Сашу любили. Пальцы его, тонкие, нервные, в перстнях; зрачки – огромные, проникающие, не смирившиеся – завораживали.

Так вот, когда один из вполне матерых игроков попытался отказаться от своего проигрыша, оставшись должен Саше, такая бригада неожиданно даже для Саши встала против матерого, что... Я за своих гордостью проникся. Ведь и те встали, кто всегда отсиживался, кто славился скользкостью.

Хочется и о себе что-нибудь вспомнить. Пофорсить.

Дело было не в Одессе – в приодесской курортной зоне.

Побережье тревожили две юные особы, эротического, журнального типа. Особы эти прибились на время к нашей компании, но чего-то поотвергали всех. Чем-то или кем-то, похоже, напуганы были. Отмалчивались.

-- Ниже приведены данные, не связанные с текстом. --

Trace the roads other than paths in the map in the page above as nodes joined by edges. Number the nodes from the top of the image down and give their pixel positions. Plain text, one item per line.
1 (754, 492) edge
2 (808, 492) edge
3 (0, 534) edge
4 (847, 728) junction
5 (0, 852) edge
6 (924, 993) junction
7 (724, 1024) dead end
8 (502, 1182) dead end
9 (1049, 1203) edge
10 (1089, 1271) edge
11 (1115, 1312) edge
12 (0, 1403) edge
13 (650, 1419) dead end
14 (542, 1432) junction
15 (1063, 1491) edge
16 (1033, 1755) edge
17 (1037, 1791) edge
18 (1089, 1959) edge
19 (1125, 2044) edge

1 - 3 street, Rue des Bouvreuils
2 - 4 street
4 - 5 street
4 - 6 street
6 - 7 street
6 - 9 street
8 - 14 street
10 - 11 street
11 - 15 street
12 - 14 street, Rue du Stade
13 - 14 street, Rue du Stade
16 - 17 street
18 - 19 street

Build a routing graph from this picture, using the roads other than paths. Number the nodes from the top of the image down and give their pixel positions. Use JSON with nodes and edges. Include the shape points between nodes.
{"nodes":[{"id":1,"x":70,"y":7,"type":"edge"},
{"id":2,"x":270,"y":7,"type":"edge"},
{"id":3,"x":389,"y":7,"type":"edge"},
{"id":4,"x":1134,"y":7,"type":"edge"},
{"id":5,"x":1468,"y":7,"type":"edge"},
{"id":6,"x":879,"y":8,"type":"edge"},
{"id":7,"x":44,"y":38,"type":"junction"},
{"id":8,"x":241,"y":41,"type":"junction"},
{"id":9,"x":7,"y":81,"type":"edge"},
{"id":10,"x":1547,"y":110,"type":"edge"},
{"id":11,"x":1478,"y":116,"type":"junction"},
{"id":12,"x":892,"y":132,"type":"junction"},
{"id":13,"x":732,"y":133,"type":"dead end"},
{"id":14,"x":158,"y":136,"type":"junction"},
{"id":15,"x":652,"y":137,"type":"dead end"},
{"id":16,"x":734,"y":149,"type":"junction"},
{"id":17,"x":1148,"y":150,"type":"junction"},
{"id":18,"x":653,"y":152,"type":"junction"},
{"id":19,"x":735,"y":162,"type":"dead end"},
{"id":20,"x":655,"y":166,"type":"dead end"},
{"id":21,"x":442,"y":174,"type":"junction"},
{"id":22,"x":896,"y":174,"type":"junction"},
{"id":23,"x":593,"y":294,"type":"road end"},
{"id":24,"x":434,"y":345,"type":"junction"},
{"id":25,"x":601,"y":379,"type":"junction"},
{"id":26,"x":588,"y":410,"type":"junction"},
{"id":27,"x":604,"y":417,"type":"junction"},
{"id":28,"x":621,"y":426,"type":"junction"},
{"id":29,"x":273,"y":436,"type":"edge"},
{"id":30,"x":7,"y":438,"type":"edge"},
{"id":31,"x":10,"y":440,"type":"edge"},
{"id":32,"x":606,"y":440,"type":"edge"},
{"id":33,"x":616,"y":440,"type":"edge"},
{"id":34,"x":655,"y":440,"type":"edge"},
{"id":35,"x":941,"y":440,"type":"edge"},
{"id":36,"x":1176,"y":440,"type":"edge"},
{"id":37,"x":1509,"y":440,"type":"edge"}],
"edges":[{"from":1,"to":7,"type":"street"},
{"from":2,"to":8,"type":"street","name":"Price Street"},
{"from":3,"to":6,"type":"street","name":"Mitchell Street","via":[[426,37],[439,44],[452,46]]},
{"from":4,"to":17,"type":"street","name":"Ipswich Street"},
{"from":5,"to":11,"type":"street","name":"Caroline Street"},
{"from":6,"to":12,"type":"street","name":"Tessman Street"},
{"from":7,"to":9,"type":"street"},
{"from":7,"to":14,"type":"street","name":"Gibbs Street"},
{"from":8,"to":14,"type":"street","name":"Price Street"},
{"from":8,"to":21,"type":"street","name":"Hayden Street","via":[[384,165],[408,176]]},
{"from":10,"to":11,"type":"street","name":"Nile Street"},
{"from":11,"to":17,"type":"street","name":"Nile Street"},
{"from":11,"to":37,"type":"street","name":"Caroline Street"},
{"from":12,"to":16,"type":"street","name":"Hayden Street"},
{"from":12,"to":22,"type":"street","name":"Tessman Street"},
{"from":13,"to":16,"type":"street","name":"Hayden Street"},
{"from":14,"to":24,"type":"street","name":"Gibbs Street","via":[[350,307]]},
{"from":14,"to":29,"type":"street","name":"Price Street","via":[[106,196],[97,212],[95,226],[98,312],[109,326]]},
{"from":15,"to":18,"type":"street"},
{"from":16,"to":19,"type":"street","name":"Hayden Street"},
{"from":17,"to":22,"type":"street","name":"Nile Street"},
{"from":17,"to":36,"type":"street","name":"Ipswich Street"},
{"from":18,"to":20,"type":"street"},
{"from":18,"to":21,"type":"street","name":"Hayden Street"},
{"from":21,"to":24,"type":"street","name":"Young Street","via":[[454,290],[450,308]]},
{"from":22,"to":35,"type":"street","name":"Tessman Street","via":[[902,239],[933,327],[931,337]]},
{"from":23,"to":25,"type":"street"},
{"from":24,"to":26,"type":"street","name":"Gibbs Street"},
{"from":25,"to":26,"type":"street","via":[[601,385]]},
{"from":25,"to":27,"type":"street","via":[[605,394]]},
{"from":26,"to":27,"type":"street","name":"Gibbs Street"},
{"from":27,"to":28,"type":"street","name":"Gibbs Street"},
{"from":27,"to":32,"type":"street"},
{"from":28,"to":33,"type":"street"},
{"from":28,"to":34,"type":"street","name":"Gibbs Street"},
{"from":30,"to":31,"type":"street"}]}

На следующий день после их неприживания подбегает на пляже одна, нервно просит помощи.

Надо сказать, что побережье было возбуждено и еще одной парой: уголовничков щварценеггеровского типа.

Парочки пересеклись: уголовнички нагнали жути на журнальных.

Отказать было противно, не уснул бы потом.

Подхожу к их подстилке, на которой по-хозяйски восседают эти типы. Один сразу жужжать начал, «на дух» брать. Другой работал под своего парня.

– Ну что ты, – говорит приятелю. – Может, ниче парень, – про меня, – может, в карты играет.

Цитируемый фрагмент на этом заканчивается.